Last year, the american vicarious theater company, led by artistic director Christopher McElroen, presented the world premiere of Thomas Klingenstein’s Douglass, about nineteenth-century abolitionist and social reformer Frederick Douglass. The same team is now back with If Only…, which opened yesterday at the Cherry Lane Studio Theatre. McElroen and Klingenstein are an unusual pair; the former is cofounder of the Classical Theatre of Harlem, while the latter is a conservative philanthropist and financial advisor who believes there is “too much emphasis on ethnic and racial difference and too little on our common national identity.” They both attempt to bridge that divide in If Only…, a relatively vanilla tale of the reunion of schoolteacher and former slave Samuel Johnson (Mark Kenneth Smaltz) and prominent society wife Mrs. Ann Astorcott (Melissa Gilbert), who had been brought together by Abraham Lincoln and haven’t seen each other since the assassinated president’s funeral. It’s now the winter of 1901, and Ann lives in a New York City Victorian brownstone with her businessman husband, Henry (Richmond Hoxie), and a young orphan, Sophie (Korinne Tetlow), who has not spoken since a tragic occurrence. Henry is out at a meeting of the monument committee — a rather timely responsibility, given the current controversy over historical statuary — so Ann and Samuel, who has arrived from Chicago to attend another funeral, are by themselves, where they exchange niceties, skirting around the central issue of their deep affection for each other, which, under different circumstances, could have led to a more serious, involved relationship. “Mr. Lincoln did not abide convention,” Samuel tells her. “Did you know that he did not hunt. Everyone hunted in the West, but not Mr. Lincoln. Nor did he drink, smoke, or swear. He did not like to fight, to farm, and he did not despise Indians. The soldiers liked his unconventional ways.” Ann responds, “The older I get, the more I understand the need for convention. One needs deep ruts to keep them from going off course.” He replies, “You once defied convention,” to which she answers, “If you say so.” The play is structured around the concept of convention, whether these two people, who clearly still are in love, will throw caution to the wind and let free their true feelings.

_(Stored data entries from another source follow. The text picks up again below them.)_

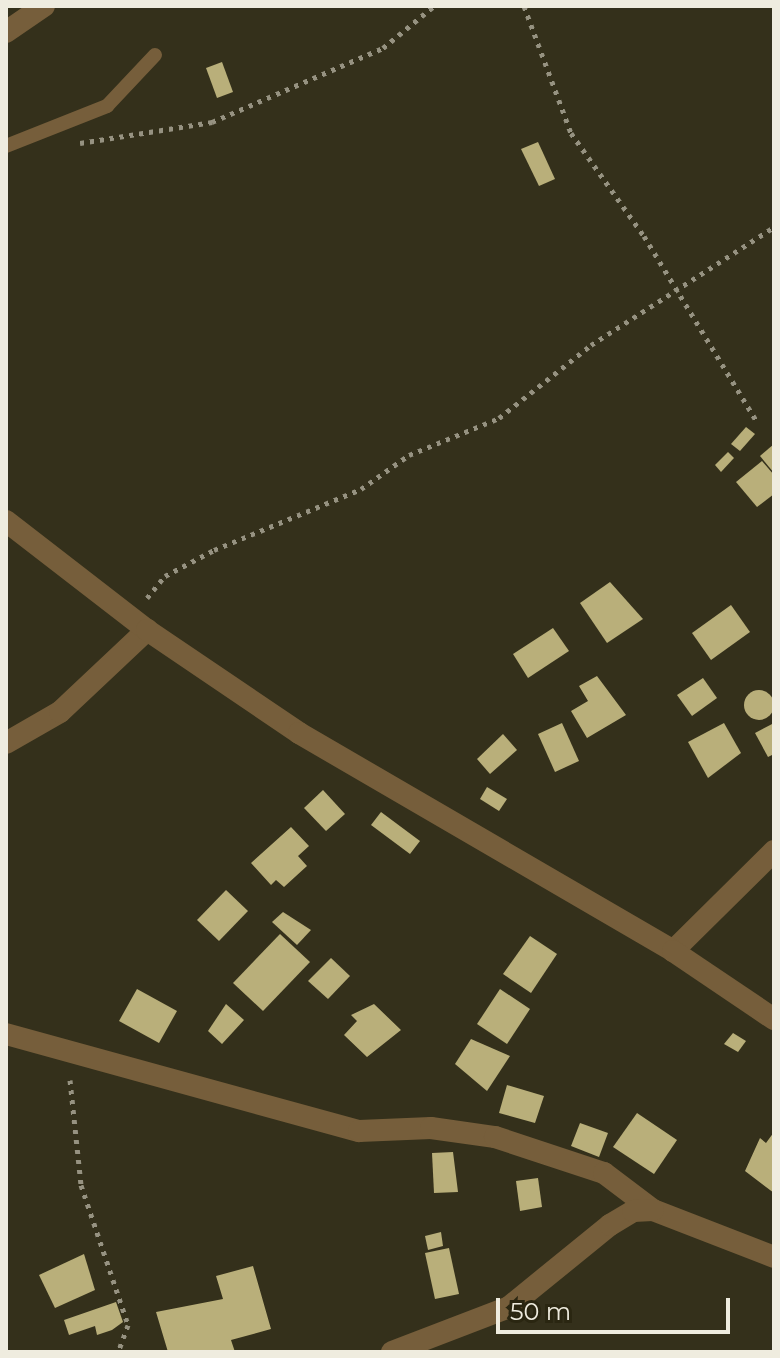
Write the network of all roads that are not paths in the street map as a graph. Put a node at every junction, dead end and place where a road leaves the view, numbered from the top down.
1 (44, 6) edge
2 (6, 32) edge
3 (155, 55) dead end
4 (6, 146) edge
5 (6, 521) edge
6 (139, 623) junction
7 (6, 743) edge
8 (774, 851) edge
9 (673, 951) junction
10 (774, 1019) edge
11 (6, 1034) edge
12 (653, 1210) junction
13 (774, 1257) edge
14 (392, 1352) edge

1 - 2 street
3 - 4 lane
5 - 6 street
6 - 7 street
6 - 9 street
8 - 9 street
9 - 10 street
11 - 12 street
12 - 13 street
12 - 14 street

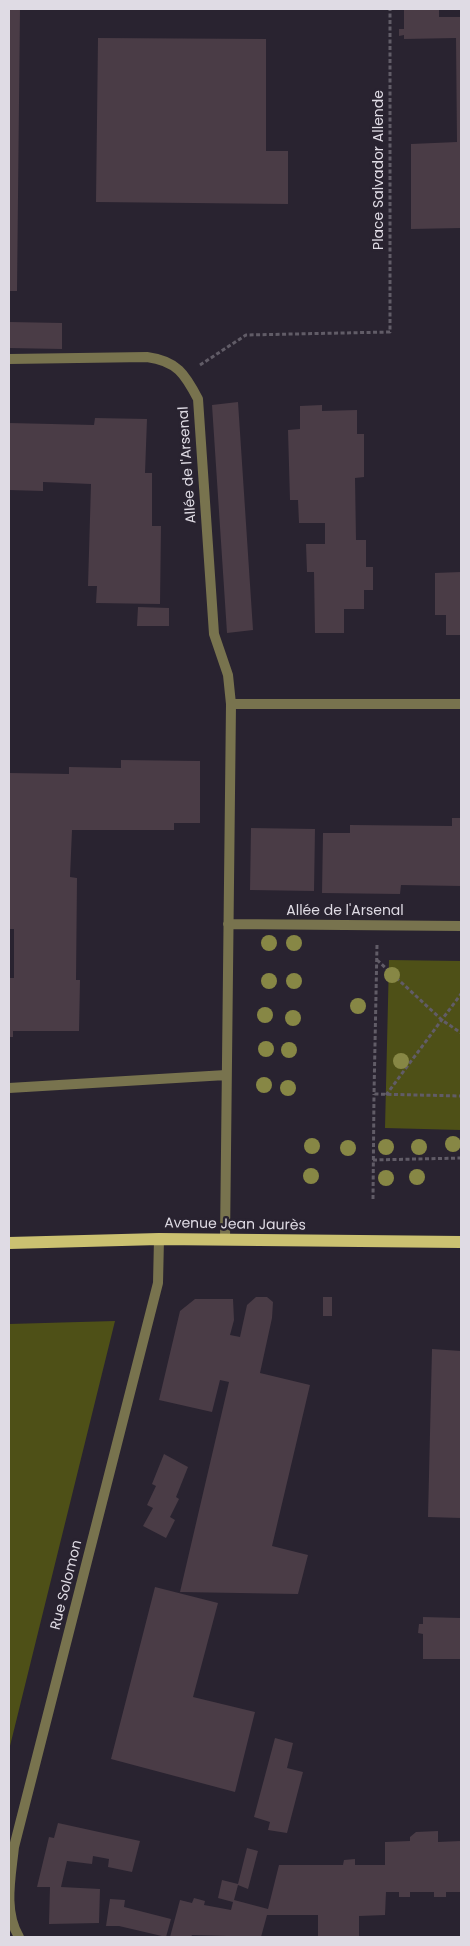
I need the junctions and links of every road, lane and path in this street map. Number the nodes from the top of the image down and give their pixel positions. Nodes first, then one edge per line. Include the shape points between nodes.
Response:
1 (390, 9) edge
2 (9, 359) edge
3 (198, 366) dead end
4 (231, 704) junction
5 (461, 704) edge
6 (228, 924) junction
7 (377, 925) junction
8 (461, 926) edge
9 (376, 960) junction
10 (461, 994) edge
11 (442, 1020) junction
12 (461, 1033) edge
13 (226, 1075) junction
14 (9, 1088) edge
15 (374, 1094) junction
16 (386, 1094) junction
17 (461, 1096) edge
18 (461, 1158) edge
19 (373, 1160) junction
20 (373, 1198) dead end
21 (159, 1240) junction
22 (225, 1240) junction
23 (461, 1242) edge
24 (9, 1243) edge
25 (19, 1937) edge

1 - 3 path, Place Salvador Allende via 390,332 246,335
2 - 4 street, Allée de l'Arsenal via 147,356 165,359 186,376 198,399 214,634 228,675
4 - 5 street
4 - 6 street, Allée de l'Arsenal
6 - 7 street, Allée de l'Arsenal
6 - 13 street, Allée de l'Arsenal
7 - 8 street, Allée de l'Arsenal
7 - 9 path
9 - 11 path
9 - 15 path
10 - 11 path
11 - 12 path
11 - 16 path
13 - 14 street
13 - 22 street, Allée de l'Arsenal
15 - 16 path
15 - 19 path
16 - 17 path
18 - 19 path
19 - 20 path
21 - 22 main road, Avenue Jean Jaurès
21 - 24 main road, Avenue Jean Jaurès
21 - 25 street, Rue Solomon via 158,1283 14,1847 10,1910
22 - 23 main road, Avenue Jean Jaurès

in If Only at the Cherry Lane (photo by Carol Rosegg)

Ann (Melissa Gilbert) reads to Sophie (Korinne Tetlow) in new Thomas Klingenstein play at the Cherry Lane (photo by Carol Rosegg)

If Only… takes place in the Astorcotts’ cozy, old-fashioned parlor, designed by William Boles. Gilbert (The Miracle Worker, Little House on the Prairie) is prim and proper as Ann, who is like a butterfly in her husband’s collection, pinned back, not allowed by society to burst out and show her true colors. Law and Order veteran Smaltz (American Son, It Can’t Happen Here) plays Samuel with a cool demeanor; he understands the complicated situation but won’t take action unless Ann breaks out of her cold posturing. There’s not much to McElroen’s direction; the characters switch chairs or move a table, just to give them something physical to do. Klingenstein tries to make various comparisons to the current state of race relations in the United States (as well as an anachronistic reference to a glass ceiling), but they mostly fall flat in the face of the obvious, especially since what happened in Charlottesville. If Only… turns out to be more of a writing exercise than a fully fledged play, an overly trite story that exploits Lincoln’s beliefs and accomplishments, wondering why we all still can’t just get along.